My father’s love for building and tinkering instilled in me a deep love for hardware stores. To me, the rows of gidgets, gadgets, and who’s-em-a-what’s-its represent endless possibilities. All I need to do is fill up my shopping cart, add some creativity, and the world is mine to create. More than anything though, I especially loved when we bought paint.
As is the nature of building projects in the physical world, all the limitless colors of paint start as white, “unformed and void” (Breishit 1:2). To the white, we add precise drops of red, blue, yellow, and black. After a run through the shaker machine, a can of ‘nothing with a few drops of something’ is transformed into the most beautiful colors.
We open this week’s double parsha with our beloved, albeit troubled, nation finally embarking on their grand building project. Much like mixing paints or God’s creation of the physical world, the mishkan is a product of additive construction. The fine twisted linen and crimson yarn are woven together to create cloths, curtains, and coverings. Acacia wood is overlaid with gold or copper to create staves, alters, and a table. Gold, silver, and copper are cast to create rings, hooks, and sockets.
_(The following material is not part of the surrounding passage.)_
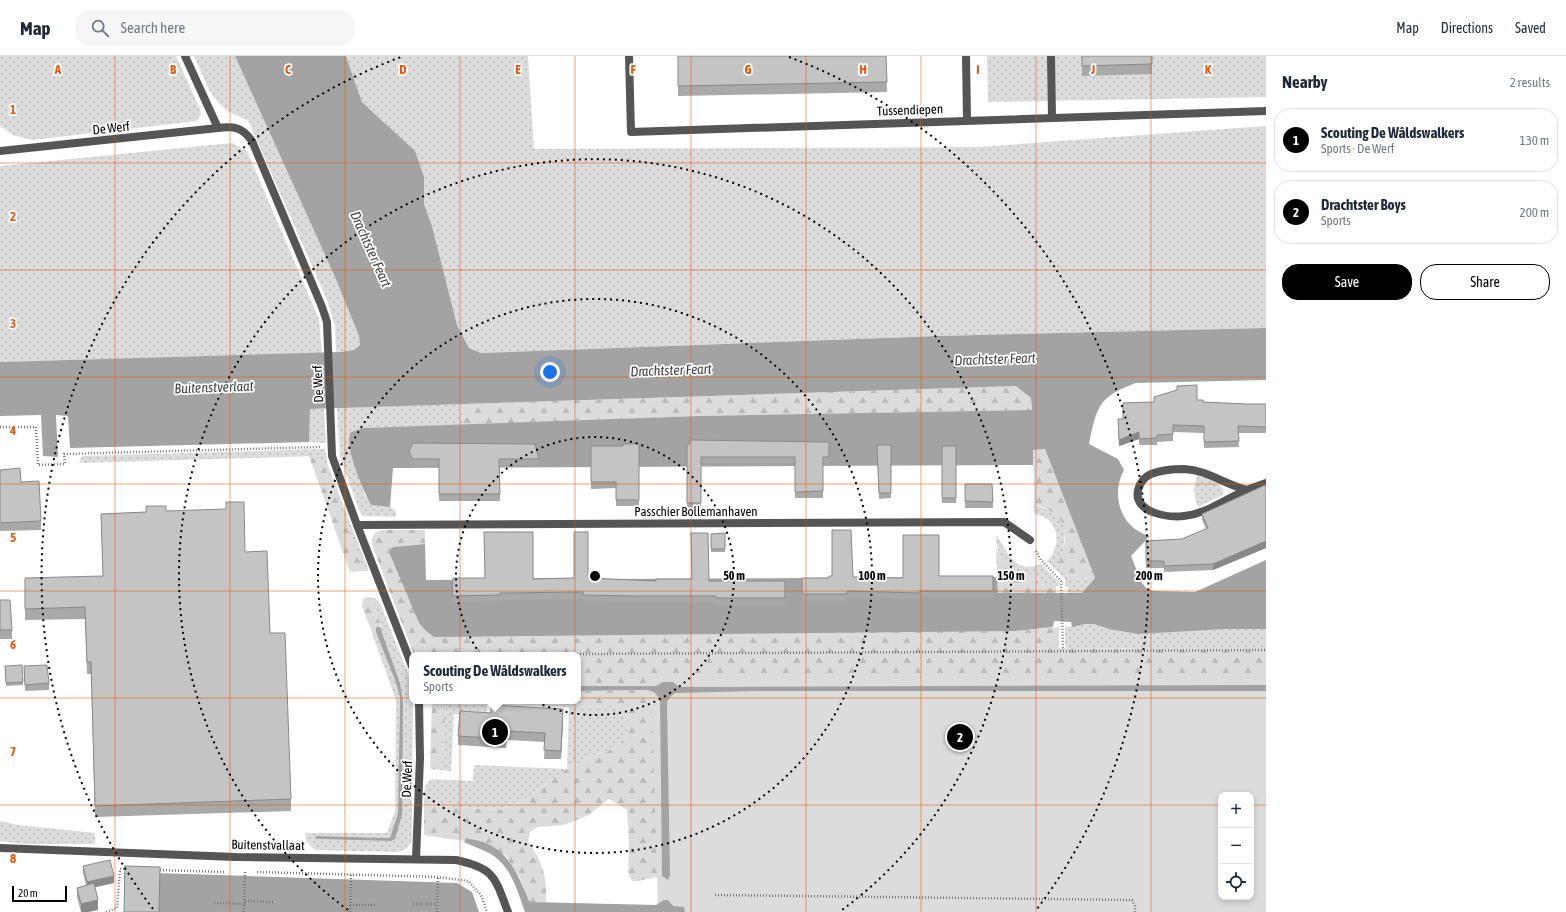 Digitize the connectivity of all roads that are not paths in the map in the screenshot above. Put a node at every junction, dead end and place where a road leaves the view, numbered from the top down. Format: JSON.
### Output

Yet there are two things not created by adding, but formed in an altogether different fashion – “He made them of hammered work” (Shemot 37:7).
The menorah and the ark cover were not melted down and poured. They were not woven, overlaid, or cast. Rather, Bezalel took two singular pieces of gold and morphed them into stunning structures, “its cups, calyxes, and petals were of one piece with it” (Shemot 37:17), “he made the chrubim of one piece with the cover” (Shemot 37:8).
This form of building follows another method of creation, that of additive color – the way we create light. Exactly contrasting the physical color scheme, in light, black is the absence of color and white the totality of its summation. Unlike paint which starts with white and moves towards darkness*, luminescence begins with “darkness over the surface of the deep” (Breshit 1:2) and moves towards white.
It makes perfect sense then that the menorah – the source of illuminated wisdom, and the ark cover – the space from which God addresses the people, are created through the paradigm of light. They are each made of one piece, because there is only One true source of light. The darkness in our lives is merely created by the refraction of God’s pure white light through our muddled world.
Therefore, if we want to build a world in which God dwells, if we want to once again experience the white – we must strive for unity, by combining all our lights.